§ Prompt: Copy out each line of the data that includes the string "Àustria".

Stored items
+===+
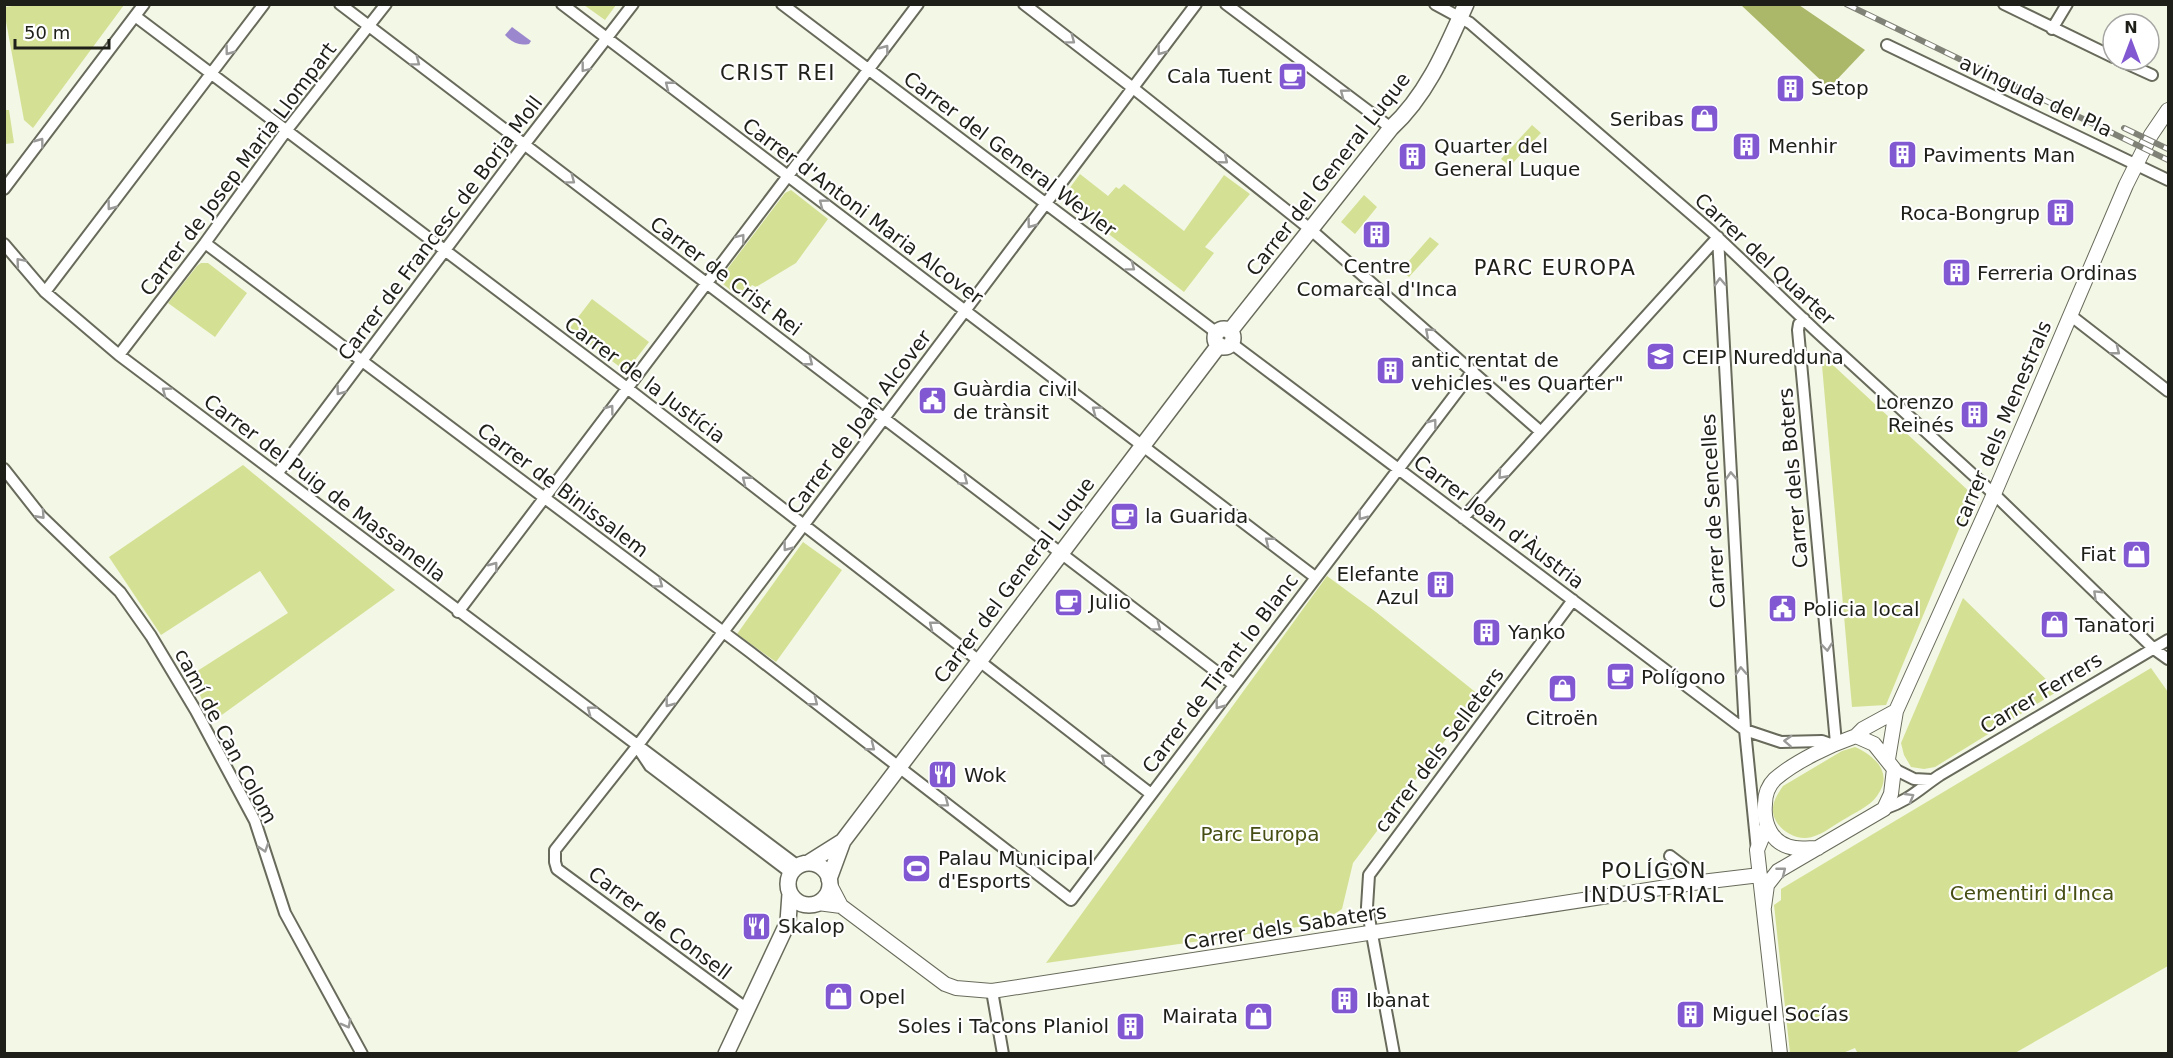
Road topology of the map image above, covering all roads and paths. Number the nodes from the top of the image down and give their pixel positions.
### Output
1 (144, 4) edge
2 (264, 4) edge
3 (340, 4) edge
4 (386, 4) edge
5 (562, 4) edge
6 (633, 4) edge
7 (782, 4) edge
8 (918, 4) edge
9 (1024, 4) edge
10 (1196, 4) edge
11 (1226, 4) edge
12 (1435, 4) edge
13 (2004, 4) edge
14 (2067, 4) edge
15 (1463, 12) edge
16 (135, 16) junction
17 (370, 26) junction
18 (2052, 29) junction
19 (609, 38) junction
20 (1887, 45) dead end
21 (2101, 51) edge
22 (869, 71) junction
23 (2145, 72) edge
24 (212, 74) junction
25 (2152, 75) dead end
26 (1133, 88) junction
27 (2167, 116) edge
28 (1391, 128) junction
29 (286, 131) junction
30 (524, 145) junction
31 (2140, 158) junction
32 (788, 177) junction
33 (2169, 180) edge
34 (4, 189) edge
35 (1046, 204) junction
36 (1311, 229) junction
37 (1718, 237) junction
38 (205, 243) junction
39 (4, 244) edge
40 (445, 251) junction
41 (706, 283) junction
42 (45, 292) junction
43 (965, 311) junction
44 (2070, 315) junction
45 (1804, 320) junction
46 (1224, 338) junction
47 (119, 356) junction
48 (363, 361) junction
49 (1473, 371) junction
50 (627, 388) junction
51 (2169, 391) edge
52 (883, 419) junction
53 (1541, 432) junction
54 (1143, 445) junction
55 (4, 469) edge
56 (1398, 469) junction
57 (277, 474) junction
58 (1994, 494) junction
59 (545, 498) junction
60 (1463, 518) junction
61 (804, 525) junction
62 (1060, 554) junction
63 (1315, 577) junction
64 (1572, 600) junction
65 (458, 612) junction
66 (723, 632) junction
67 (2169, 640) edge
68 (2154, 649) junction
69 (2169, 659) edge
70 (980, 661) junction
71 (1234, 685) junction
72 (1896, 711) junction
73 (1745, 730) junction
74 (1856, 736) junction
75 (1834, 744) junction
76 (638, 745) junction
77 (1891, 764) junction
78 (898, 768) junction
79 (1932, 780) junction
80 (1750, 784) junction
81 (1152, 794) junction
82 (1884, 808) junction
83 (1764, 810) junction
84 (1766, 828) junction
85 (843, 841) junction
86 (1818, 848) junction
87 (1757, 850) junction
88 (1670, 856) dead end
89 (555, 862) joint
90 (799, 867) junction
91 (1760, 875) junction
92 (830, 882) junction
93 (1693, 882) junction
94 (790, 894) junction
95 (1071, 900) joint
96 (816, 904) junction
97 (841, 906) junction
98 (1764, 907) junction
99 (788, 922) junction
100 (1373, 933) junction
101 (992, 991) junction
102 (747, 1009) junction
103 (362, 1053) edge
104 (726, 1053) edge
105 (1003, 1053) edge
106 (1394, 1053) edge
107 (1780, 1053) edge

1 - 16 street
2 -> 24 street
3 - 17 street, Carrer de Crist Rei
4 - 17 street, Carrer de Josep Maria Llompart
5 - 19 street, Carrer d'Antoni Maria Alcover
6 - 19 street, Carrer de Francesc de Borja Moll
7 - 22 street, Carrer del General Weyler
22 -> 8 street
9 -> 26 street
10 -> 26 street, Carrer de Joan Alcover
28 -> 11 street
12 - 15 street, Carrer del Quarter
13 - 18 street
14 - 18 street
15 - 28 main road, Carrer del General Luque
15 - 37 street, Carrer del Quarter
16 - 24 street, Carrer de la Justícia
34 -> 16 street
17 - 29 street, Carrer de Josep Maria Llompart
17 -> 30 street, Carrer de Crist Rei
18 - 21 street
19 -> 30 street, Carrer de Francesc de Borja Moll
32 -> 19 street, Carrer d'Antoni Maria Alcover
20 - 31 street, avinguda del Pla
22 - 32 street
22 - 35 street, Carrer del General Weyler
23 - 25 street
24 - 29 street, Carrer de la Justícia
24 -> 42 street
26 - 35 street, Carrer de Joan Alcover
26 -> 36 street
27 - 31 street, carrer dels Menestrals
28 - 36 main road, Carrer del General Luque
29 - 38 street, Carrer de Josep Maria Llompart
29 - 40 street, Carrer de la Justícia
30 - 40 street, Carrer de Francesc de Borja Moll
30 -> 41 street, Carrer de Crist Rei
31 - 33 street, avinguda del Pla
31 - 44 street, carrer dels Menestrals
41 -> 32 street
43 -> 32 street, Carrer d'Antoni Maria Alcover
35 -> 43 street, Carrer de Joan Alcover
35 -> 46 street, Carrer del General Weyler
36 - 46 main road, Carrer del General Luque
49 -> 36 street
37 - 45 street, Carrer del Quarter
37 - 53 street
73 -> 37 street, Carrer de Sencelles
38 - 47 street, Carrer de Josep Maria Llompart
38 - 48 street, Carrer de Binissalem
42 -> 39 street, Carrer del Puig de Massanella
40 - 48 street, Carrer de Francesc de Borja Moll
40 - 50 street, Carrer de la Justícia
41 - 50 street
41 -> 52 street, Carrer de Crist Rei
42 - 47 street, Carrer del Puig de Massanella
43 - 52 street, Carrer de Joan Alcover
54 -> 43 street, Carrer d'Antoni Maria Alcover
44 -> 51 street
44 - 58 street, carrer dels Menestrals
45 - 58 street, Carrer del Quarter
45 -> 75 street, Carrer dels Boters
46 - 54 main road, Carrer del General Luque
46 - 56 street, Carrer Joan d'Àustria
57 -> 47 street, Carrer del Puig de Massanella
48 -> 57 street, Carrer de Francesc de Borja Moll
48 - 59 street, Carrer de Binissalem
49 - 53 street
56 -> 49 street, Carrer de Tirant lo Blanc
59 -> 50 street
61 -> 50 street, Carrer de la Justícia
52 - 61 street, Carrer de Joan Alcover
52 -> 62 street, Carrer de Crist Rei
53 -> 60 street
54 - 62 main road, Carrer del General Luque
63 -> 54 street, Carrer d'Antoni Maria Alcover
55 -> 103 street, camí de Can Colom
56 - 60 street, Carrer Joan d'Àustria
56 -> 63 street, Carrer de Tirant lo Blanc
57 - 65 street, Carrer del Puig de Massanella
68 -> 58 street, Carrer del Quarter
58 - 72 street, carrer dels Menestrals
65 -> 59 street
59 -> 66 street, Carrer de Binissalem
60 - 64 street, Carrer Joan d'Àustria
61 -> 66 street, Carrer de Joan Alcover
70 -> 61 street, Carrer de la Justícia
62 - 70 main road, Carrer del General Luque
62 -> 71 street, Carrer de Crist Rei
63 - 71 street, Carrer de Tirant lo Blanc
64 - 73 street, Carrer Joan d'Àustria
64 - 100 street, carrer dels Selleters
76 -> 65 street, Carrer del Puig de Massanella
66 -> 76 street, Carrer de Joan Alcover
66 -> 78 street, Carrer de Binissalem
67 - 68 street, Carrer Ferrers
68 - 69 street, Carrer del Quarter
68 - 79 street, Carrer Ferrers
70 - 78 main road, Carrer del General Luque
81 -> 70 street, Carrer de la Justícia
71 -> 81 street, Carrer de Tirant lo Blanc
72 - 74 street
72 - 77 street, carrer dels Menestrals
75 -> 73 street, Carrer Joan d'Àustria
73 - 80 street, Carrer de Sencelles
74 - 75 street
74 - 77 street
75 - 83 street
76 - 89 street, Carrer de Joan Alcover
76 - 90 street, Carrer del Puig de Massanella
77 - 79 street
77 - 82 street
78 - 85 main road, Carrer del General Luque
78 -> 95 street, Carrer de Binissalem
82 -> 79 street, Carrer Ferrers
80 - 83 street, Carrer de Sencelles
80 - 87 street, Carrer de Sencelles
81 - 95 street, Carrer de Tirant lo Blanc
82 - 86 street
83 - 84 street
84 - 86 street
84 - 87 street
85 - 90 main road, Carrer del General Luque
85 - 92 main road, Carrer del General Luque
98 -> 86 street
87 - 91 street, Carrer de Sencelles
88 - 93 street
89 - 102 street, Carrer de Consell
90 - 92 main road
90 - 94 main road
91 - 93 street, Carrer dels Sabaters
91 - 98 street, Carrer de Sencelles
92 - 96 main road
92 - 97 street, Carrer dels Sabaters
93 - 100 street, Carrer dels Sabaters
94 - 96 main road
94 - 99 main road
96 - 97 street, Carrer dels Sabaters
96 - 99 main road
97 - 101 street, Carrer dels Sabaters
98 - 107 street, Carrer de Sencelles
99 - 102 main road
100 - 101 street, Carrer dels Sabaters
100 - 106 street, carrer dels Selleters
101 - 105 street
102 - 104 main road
+===+
§ Solution for this task:
46 - 56 street, Carrer Joan d'Àustria
56 - 60 street, Carrer Joan d'Àustria
60 - 64 street, Carrer Joan d'Àustria
64 - 73 street, Carrer Joan d'Àustria
75 -> 73 street, Carrer Joan d'Àustria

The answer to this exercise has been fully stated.